Zach Fredman Defends Dissertation, Goes on to Accept Fellowship at Nanyang Technological University

Fredman copyAfter the successful defense of his PhD dissertation on June 16, 2016, Zach Fredman has accepted a fellowship at Nanyang Technological University in Singapore. Of his dissertation, Fredman writes,

My dissertation, “From Allies to Occupiers: Living with the U.S. Military in Wartime China, 1941-1945,” investigates the U.S. military presence in World War II-era China, Americans’ first attempt to forge a nominally equal military alliance with a non-Western nation. Drawing on overlooked Chinese and English-language sources from archives in six countries, it recasts how we view that relationship.
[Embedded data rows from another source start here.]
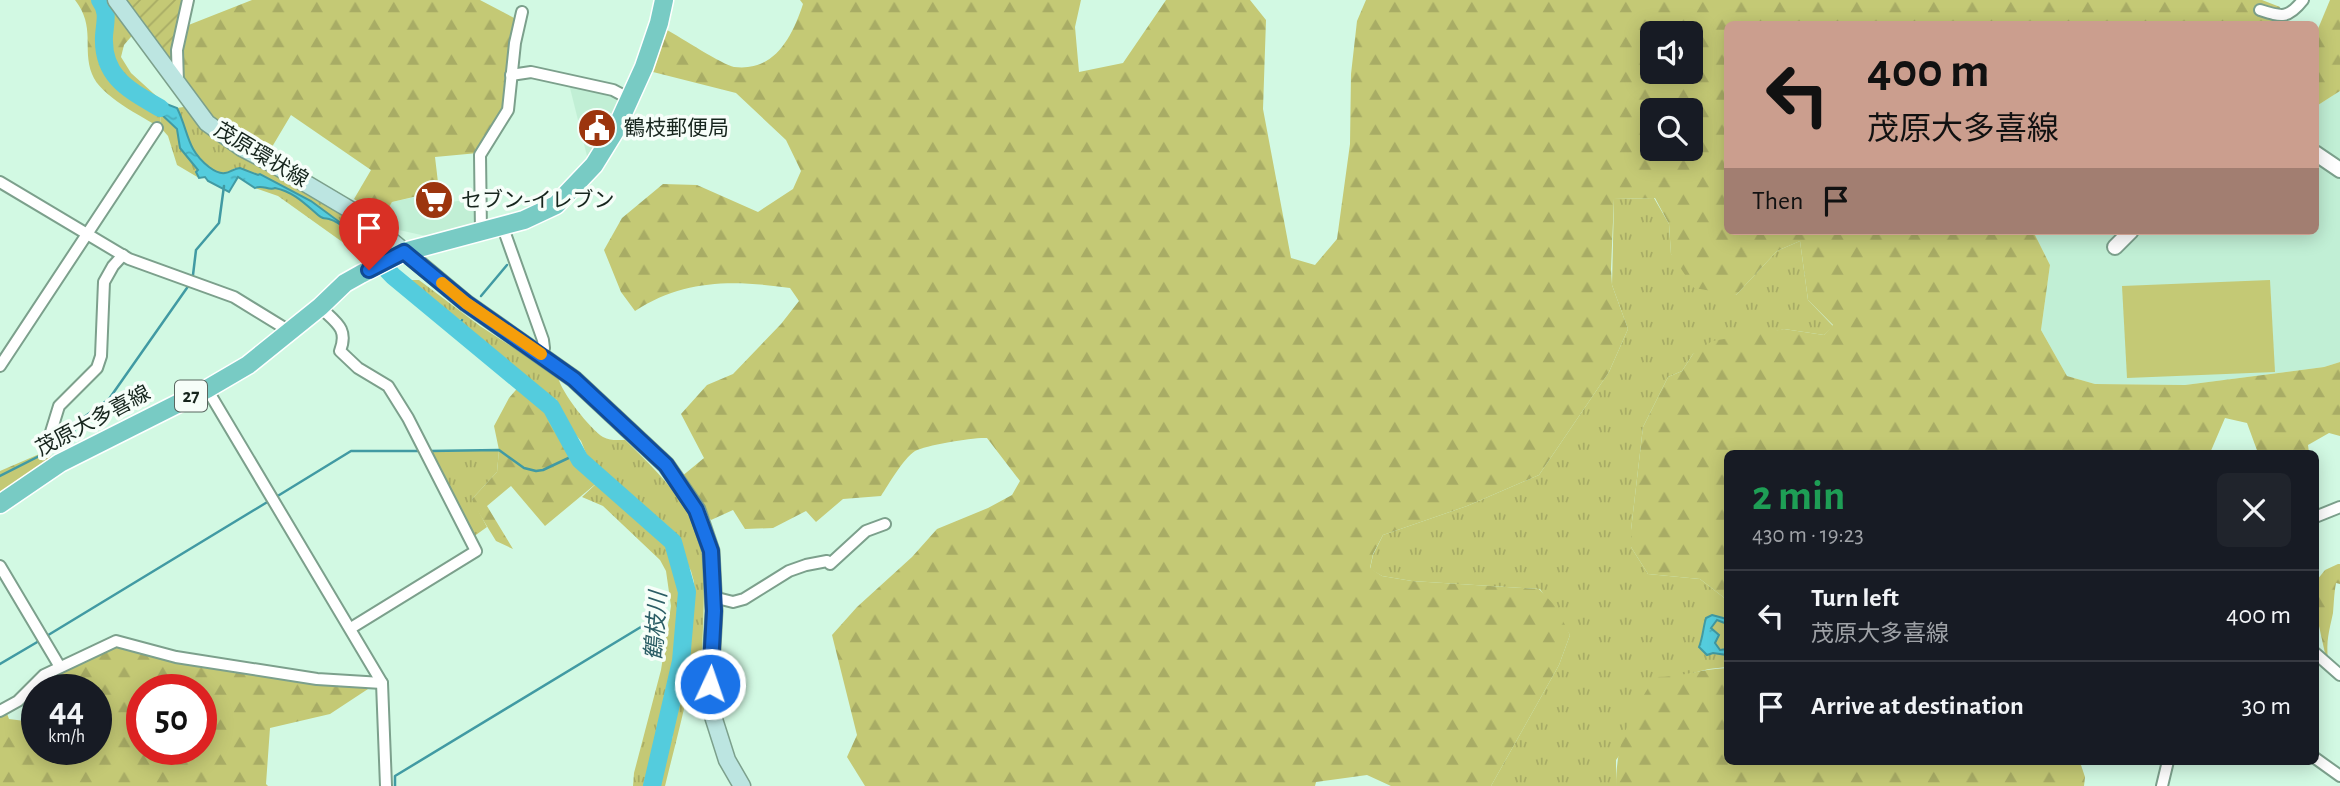 <!DOCTYPE html>
<meta charset="utf-8">
<style>
:root{--surface:#171b24;--page:#20242c;--text:#f1f3f6;--muted:#9ea1a6;--line:#363941}
body{margin:0;font-family:"Alegreya Sans","Noto Sans JP",sans-serif;background:var(--page);color:var(--text);height:100vh;display:flex;flex-direction:column;font-size:26px;white-space:nowrap}
*{box-sizing:border-box;margin:0}
p{font-size:23px;color:var(--muted)}
.icon{flex:none;width:38px;height:38px;fill:none;stroke:currentColor;stroke-width:2;stroke-linecap:round;stroke-linejoin:round}
.map{position:relative;flex:1;overflow:hidden}
.panel{position:absolute;left:1724px;top:450px;width:595px;height:315px;display:flex;flex-direction:column;background:var(--surface);border-radius:10px;box-shadow:0 4px 18px #0003}
.panel>*{flex:none}
.top-card{position:absolute;left:1724px;top:21px;width:595px;height:214px;border-radius:10px;box-shadow:0 4px 18px #0003;background:#cb9e8e;color:#111;overflow:hidden}
.fabs{position:absolute;left:1640px;top:21px;display:grid;gap:14px}
.fabs a{display:grid;place-items:center;width:63px;height:63px;border-radius:10px;background:var(--surface);box-shadow:0 4px 18px #0003;font-size:35px}
.speed{position:absolute;left:21px;top:674px;display:flex;gap:14px;font-size:35px;font-weight:700;text-align:center}
.speed>*{display:grid;place-content:center;width:91px;height:91px;border-radius:50%;background:var(--surface);box-shadow:0 4px 18px #0003;line-height:1}
.speed small{font-size:18px;font-weight:400}
.speed .limit{border:10px solid #d22;background:#fff;color:#111}
.pin{position:absolute;display:grid;place-items:center;width:60px;height:60px;color:#fff;margin:-72px -30px;border-radius:50% 50% 50% 0;rotate:-45deg;box-shadow:0 0 7px #0007}
.pin .icon{rotate:45deg}
.me{position:absolute;width:77px;margin:-38px;rotate:3deg;stroke-linejoin:round;filter:drop-shadow(0 0 5px #0008)}
.turn{display:flex;align-items:center;gap:24px;height:147px;padding:0 28px;font-size:32px}
.turn .icon{width:91px;height:91px;stroke-width:2.5}
.turn b{display:block;font-size:49px;line-height:60px}
.then{display:flex;align-items:center;height:66px;padding:0 28px;background:#0003;gap:14px;font-size:26px}
.round{display:grid;place-items:center;flex:none;width:74px;height:74px;border-radius:10px;background:var(--page)}
.head{display:flex;align-items:center;justify-content:space-between;height:119px;padding:0 28px}
h1{font-size:42px;font-weight:600;line-height:52px;color:#1e9e55}
ul{padding:0;list-style:none}
li{display:flex;align-items:center;gap:21px;height:91px;padding:0 28px;border-top:2px solid var(--line)}
li div{flex:1}
li b{display:block;font-size:26px}
li em{font-style:normal}
.map>svg:first-child{display:block}
.built{fill:#c1efd5}
.grass{fill:url(#grass-tufts)}
.forest{fill:url(#forest-firs);fill-rule:evenodd}
.garden{fill:url(#garden-furrows)}
.pitch{fill:#c4c975}
.water{fill:url(#water-ripples);stroke:#419aa3;stroke-width:2}
.lines{fill:none;stroke-linecap:round;stroke-linejoin:round}
.stream{stroke:#419aa3;stroke-width:2.5}
.river{stroke:#54ccdd;stroke-width:18}
.minor-casing{stroke:#7ca08c;stroke-width:14}
.tertiary-casing{stroke:#7ca08c;stroke-width:18}
.secondary-casing{stroke:#7ca08c;stroke-width:19}
.primary-casing{stroke:#fff;stroke-width:21}
.minor{stroke:#fff;stroke-width:10}
.tertiary{stroke:#fff;stroke-width:14}
.secondary{stroke:#bce5e1;stroke-width:16}
.primary{stroke:#78cbc4;stroke-width:18}
.route-casing{stroke:#114b97;stroke-width:18}
.route{stroke:#1a73e8;stroke-width:12}
.slow{stroke:#f59e0b;stroke-width:12}
.labels{text-anchor:middle;dominant-baseline:central;stroke-width:7;stroke-linejoin:round;paint-order:stroke}
.shield{fill:#f6fef9;stroke:#59665f;stroke-width:2}
.shield-label{font-size:19px;font-weight:bold;fill:#16251d}
.poi-label{font-size:21px;fill:#16251d;stroke:#f6fef9;text-anchor:start}
.street-label{font-size:21px;fill:#16251d;stroke:#f6fef9}
.water-label{font-size:23px;font-style:italic;fill:#2b5d65;stroke:#f6fef9}
</style>
<div class="map">
<svg width="2340" height="786" viewBox="0 0 2340 786">
<defs>
<pattern id="grass-tufts" width="24" height="20" patternUnits="userSpaceOnUse" patternTransform="scale(1.75)"><rect width="24" height="20" fill="#c4c975"/><path d="M3 7l-1-3M5 7V3M7 7l1-3M15 17l-1-3M17 17v-4M19 17l1-3" fill="none" stroke="#a8ac65"/></pattern>
<pattern id="forest-firs" width="22" height="20" patternUnits="userSpaceOnUse" patternTransform="scale(1.75)"><rect width="22" height="20" fill="#c4c975"/><path d="M5 1l3.5 6h-7zM16 11l3.5 6h-7z" fill="#a8ac65"/></pattern>
<pattern id="garden-furrows" width="10" height="10" patternUnits="userSpaceOnUse" patternTransform="scale(1.75)"><rect width="10" height="10" fill="#c4c975"/><path d="M-1 1l2-2M0 10L10 0M9 11l2-2" fill="none" stroke="#a8ac65"/></pattern>
<pattern id="water-ripples" width="26" height="14" patternUnits="userSpaceOnUse" patternTransform="scale(1.75)"><rect width="26" height="14" fill="#54ccdd"/><path d="M2 4q2-2 4 0t4 0M15 11q2-2 4 0t4 0" fill="none" stroke="#48afbd"/></pattern>
</defs>
<rect width="100%" height="100%" fill="#d2f9e3"/>
<g class="built">
<polygon points="569,84 608,91 624,99 589,164"/>
<polygon points="2340,91 2340,362 2324,367 2185,385 2095,384 2067,376 2041,330 2050,265 2033,231 2315,231 2315,107"/>
<polygon points="448,190 451,202 478,198 477,224 426,236 394,229 383,218 392,202"/>
</g>
<g class="grass">
<path d="M190,106L368,233L375,240L372,246L311,201L258,175L235,168L226,174C192,170 189,133 177,108Z"/>
<polygon points="160,113 177,130 180,148 198,170 196,172 199,178 177,165 168,136 161,128"/>
<polygon points="258,186 280,189 296,196 314,209 318,215 331,219 354,237 360,243 361,250 359,253 362,256 278,196 255,188"/>
<polygon points="1654,198 1669,224 1671,254 1736,295 1777,251 1800,241 1808,300 1833,326 1824,335 1784,329 1693,354 1682,371 1668,377 1643,427 1631,530 1631,547 1648,574 1700,579 1727,600 1727,667 1709,669 1677,677 1616,760 1616,786 1491,786 1559,665 1570,635 1540,589 1412,581 1382,576 1370,569 1373,555 1383,535 1467,506 1539,475 1609,372 1628,329 1612,285 1614,199"/>
<path d="M404,280H419L480,326L558,377C561,392 590,429 603,437C610,441 617,440 625,440C652,466 681,494 696,529C709,559 702,638 701,674L691,676C684,713 674,749 665,786H654L663,747L672,739L695,598L694,582L691,571L668,526L633,497L625,494L590,463L581,441L566,423L556,399L550,400L498,356H495L458,326L462,321L460,319L456,324L407,285L402,281Z"/>
<polygon points="499,450 497,472 472,499 487,527 473,537 429,451"/>
<path d="M598,482C617,496 634,510 652,526C658,532 666,538 671,545C707,598 658,726 648,786H633L634,773L661,670L671,606L666,571L660,560L603,506L582,497Z"/>
</g>
<g class="forest">
<path d="M75,0H113L136,31L124,45L121,57L131,73L164,103L143,95L141,98L160,113L161,128C141,116 100,96 92,74C82,48 96,27 75,0Z"/>
<path d="M252,0H480L516,19L506,108L478,153L435,157L439,191L392,202L383,218L354,199L371,170L291,115L269,152L251,139L243,143C216,122 182,96 180,59C180,48 184,37 186,26Z"/>
<path d="M800,0H1081L1075,27L1079,72L1123,63L1166,0H1250L1266,20L1263,109L1291,258L1315,265L1337,239L1350,144L1351,74L1357,21L1366,0H2262L2280,7L2275,24H1727V231H2033L2050,265L2041,330L2067,376L2095,384L2185,385L2324,367L2340,362V436L2329,433L2308,445L2309,453H2258L2247,423L2225,418L2210,453H1727V600L1700,579L1648,574L1631,547V530L1643,427L1668,377L1682,371L1693,354L1712,341L1784,329L1824,335L1833,325L1808,300L1800,241L1777,251L1736,295L1694,288L1671,254L1669,224L1655,198L1614,199L1611,269L1612,285L1628,329L1609,372L1539,475L1467,506L1383,535L1373,554L1370,568L1382,576L1412,581L1539,589L1556,607L1570,635L1559,665L1491,786H1391L1367,775L1316,782L1315,786H865L847,757L857,735L832,635L857,607L912,557L937,529L988,508L1012,495L1020,481L987,438C974,437 926,445 915,451C903,459 889,484 881,496L843,499L816,522L806,511L773,528L745,529L733,510L711,520L681,477L704,458L681,414L707,385L733,374L781,324L799,301L790,288C734,280 684,279 635,311L621,292L604,250L622,218L663,184L697,185L758,212L793,189L801,171L786,140L736,93L653,72L667,30C680,37 723,65 734,67C774,72 792,38 803,4ZM1652,33H1690V72H1652ZM1652,110H1690V149H1652Z"/>
<polygon points="2330,0 2340,0 2340,91 2315,107 2315,36"/>
<polygon points="521,384 550,409 580,462 598,482 545,526 511,486 487,506 513,549 496,541 474,505 472,499 497,472 499,450 494,426 509,398"/>
<polygon points="51,449 50,460 0,495 0,471"/>
<path d="M2338,564H2340V584L2336,583C2334,594 2334,602 2333,613C2329,632 2326,640 2328,660L2326,658L2319,626L2317,580L2325,570Z"/>
<path d="M118,643L369,686L368,689L330,714L270,728L266,784L268,786H0V714L6,711L9,719L25,721L37,711V749H96V690L38,689L37,685L48,675ZM142,690H201V749H142Z"/>
<path d="M1727,668V761H2082L2081,765L2085,777L2084,786H1616C1616,740 1631,715 1655,677C1682,677 1701,669 1727,668Z"/>
</g>
<polygon class="garden" points="120,0 185,0 174,68"/>
<polygon class="pitch" points="2270,280 2275,372 2127,378 2122,286"/>
<g class="water">
<path d="M143,95L177,108C189,132 186,149 209,167C213,170 219,174 225,173C230,173 234,168 240,168L258,175L260,174L311,201L372,246L369,253L362,256L359,252L361,250C358,238 340,222 329,219C322,217 324,220 318,215C305,204 294,192 275,188C269,191 262,184 255,188L238,177L229,192L208,181L205,177L199,178L196,172L198,170L180,148L177,129L160,113L141,99Z"/>
<path d="M1712,615L1727,619V624L1717,620L1711,628L1719,635L1715,643L1720,650L1727,649V655L1713,653L1707,655L1699,647C1703,637 1703,628 1706,618Z"/>
</g>
<g class="lines">
<g class="stream">
<polyline points="193,275 196,250 219,223 224,186"/>
<polyline points="481,296 507,265"/>
<polyline points="455,328 462,320"/>
<polyline points="429,451 499,450 524,468 536,471 543,470 577,454"/>
<polyline points="0,476 69,441 80,420 109,399 189,285"/>
<polyline points="276,497 351,451 421,451"/>
<polyline points="45,637 269,501"/>
<polyline points="0,664 39,641"/>
<polyline points="395,786 395,776 659,616"/>
</g>
<g class="river">
<path d="M100,0C109,12 105,22 104,36C102,77 129,90 160,108"/>
<polyline points="353,234 393,276 551,407 580,460 673,542 687,592 681,661 652,786"/>
</g>
<defs>
<g id="minor">
<path d="M2260,10C2282,17 2288,19 2303,0"/>
<polyline points="511,75 531,72 613,90 630,99"/>
<polyline points="178,83 177,50 188,0"/>
<polyline points="0,182 129,259 234,297 291,332"/>
<polyline points="502,225 543,340 544,348 541,354"/>
<polyline points="481,232 480,155 508,110 515,43 522,12"/>
<path d="M320,307C335,322 349,328 340,351L358,368L388,386L408,418L476,551L351,628"/>
<polyline points="0,366 157,128"/>
<polyline points="207,389 382,683 386,786"/>
<polyline points="51,432 59,406 97,368 101,356 104,282 113,266 123,255"/>
<polyline points="2315,517 2340,507"/>
<polyline points="0,566 60,667"/>
<polyline points="713,597 733,602 744,599 789,571 806,565 827,561 830,564 866,531 885,524"/>
<polyline points="2315,653 2340,675"/>
<polyline points="0,711 18,701 44,675 116,641 176,657 317,679 382,683"/>
<polyline points="2315,758 2340,776"/>
<polyline points="2162,786 2168,761"/>
</g>
<g id="tertiary">
<polyline points="2315,153 2340,170"/>
<polyline points="2115,247 2131,231"/>
</g>
<polyline id="secondary" points="116,0 207,123 242,148 273,164 364,218 466,303 574,379 666,465 697,510 711,551 714,611 710,684 712,713 727,760 742,786"/>
<polyline id="primary" points="0,504 60,463 207,389 248,365 320,307 345,283 361,274 404,252 524,220 556,205 594,165 615,131 644,67 659,23 664,0"/>
</defs>
<use href="#minor" class="minor-casing"/>
<use href="#tertiary" class="tertiary-casing"/>
<use href="#secondary" class="secondary-casing"/>
<use href="#primary" class="primary-casing"/>
<use href="#minor" class="minor"/>
<use href="#tertiary" class="tertiary"/>
<use href="#secondary" class="secondary"/>
<use href="#primary" class="primary"/>
</g>
<g class="lines">
<defs>
<polyline id="route" points="369,270 404,252 466,303 574,379 666,465 696,510 711,551 714,611 710,684"/>
</defs>
<use href="#route" class="route-casing"/>
<use href="#route" class="route"/>
<polyline class="slow" points="442,283 466,303 541,354"/>
</g>
<defs>
<symbol id="civic-disc" viewBox="-11 -11 22 22"><circle r="9.5" fill="#9c350e" stroke="#f6fef9"/><path d="M-.6-6.5H3V-4.5H.6V-3L4-1V1h2V6H-6V1h2V-1L-.6-3ZM-1.2 2.5V6h2.4V2.5Z" fill="#fff"/></symbol>
<symbol id="supermarket-disc" viewBox="-11 -11 22 22"><circle r="9.5" fill="#9c350e" stroke="#f6fef9"/><path d="M-6-5.5h2.5l.6 2H6L4.5 2H-2.5L-4.4-4H-6ZM-1.5 3.2a1.3 1.3 0 1 0 .1 0ZM3 3.2a1.3 1.3 0 1 0 .1 0Z" fill="#fff"/></symbol>
</defs>
<g fill-rule="evenodd">
<use href="#civic-disc" x="575" y="106" width="44" height="44"/>
<use href="#supermarket-disc" x="412" y="178" width="44" height="44"/>
</g>
<g class="labels">
<rect class="shield" x="175" y="380.5" width="32" height="31" rx="5"/>
<g class="shield-label">
<text x="191" y="396">27</text>
</g>
<g class="poi-label">
<text x="624" y="128">鶴枝郵便局</text>
<text x="461" y="200">セブン-イレブン</text>
</g>
<g class="street-label">
<text transform="translate(261 155) rotate(31)">茂原環状線</text>
<text transform="translate(93 421) rotate(-28)">茂原大多喜線</text>
</g>
<g class="water-label">
<text transform="translate(657 626) rotate(-86)">鶴枝川</text>
</g>
</g>
</svg>
<div class="fabs">
<a><svg class="icon" aria-label="sound" viewBox="0 0 24 24"><path d="M4 9h4l5-4v14l-5-4H4zM17 9q2 3 0 6"/></svg></a>
<a><svg class="icon" aria-label="search" viewBox="0 0 24 24"><circle cx="10" cy="10" r="6"/><path d="M15 15l6 6"/></svg></a>
</div>
<div class="speed"><div>44<small>km/h</small></div><div class="limit">50</div></div>
<div class="pin" style="left:369px;top:270px;background:#d93025"><svg class="icon" aria-label="arrive" viewBox="0 0 24 24"><path d="M6 21V4h12l-3 4 3 4H6"/></svg></div>
<svg class="me" style="left:710px;top:684px" viewBox="-20 -20 40 40"><circle r="17" fill="#1a73e8" stroke="#fff" stroke-width="3"/><path d="M0-11L8 9 0 5-8 9z" fill="#fff"/></svg>
<div class="top-card">
<div class="turn"><svg class="icon" aria-label="left" viewBox="0 0 24 24"><path d="M17 20v-9H6M10 6l-5 5 5 5"/></svg><div><b>400 m</b>茂原大多喜線</div></div>
<div class="then">Then<svg class="icon" aria-label="arrive" viewBox="0 0 24 24"><path d="M6 21V4h12l-3 4 3 4H6"/></svg></div>
</div>
<section class="panel">
<div class="head"><div><h1>2 min</h1><p>430 m · 19:23</p></div><a class="round"><svg class="icon" aria-label="close" viewBox="0 0 24 24"><path d="M6 6l12 12M18 6L6 18"/></svg></a></div>
<ul>
<li><svg class="icon" aria-label="left" viewBox="0 0 24 24"><path d="M17 20v-9H6M10 6l-5 5 5 5"/></svg><div><b>Turn left</b><p>茂原大多喜線</p></div><em>400 m</em></li>
<li><svg class="icon" aria-label="arrive" viewBox="0 0 24 24"><path d="M6 21V4h12l-3 4 3 4H6"/></svg><div><b>Arrive at destination</b></div><em>30 m</em></li>
</ul>
</section>
</div>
Other studies attribute the wartime deterioration of Chinese-American relations to the contentious relationship between Chinese President Chiang Kai-shek and U.S. General Joseph Stilwell, or to conflicting wartime and postwar strategic aims. This study, by contrast, shows how the success and failures of the alliance turned upon the actions of a far larger cast of characters: GIs and Chinese soldiers, ordinary civilians, interpreters, hostel workers, farmers, prostitutes, thieves, bandits, and smugglers. It argues that the power asymmetries between these various actors permeated all levels of Sino-American interaction, undermining the Guomindang government, stoking American feelings of superiority, exacerbating Chinese sensitivities about unequal treatment, and making these allies into adversaries even after Stilwell left China but also long before Cold War animosities solidified.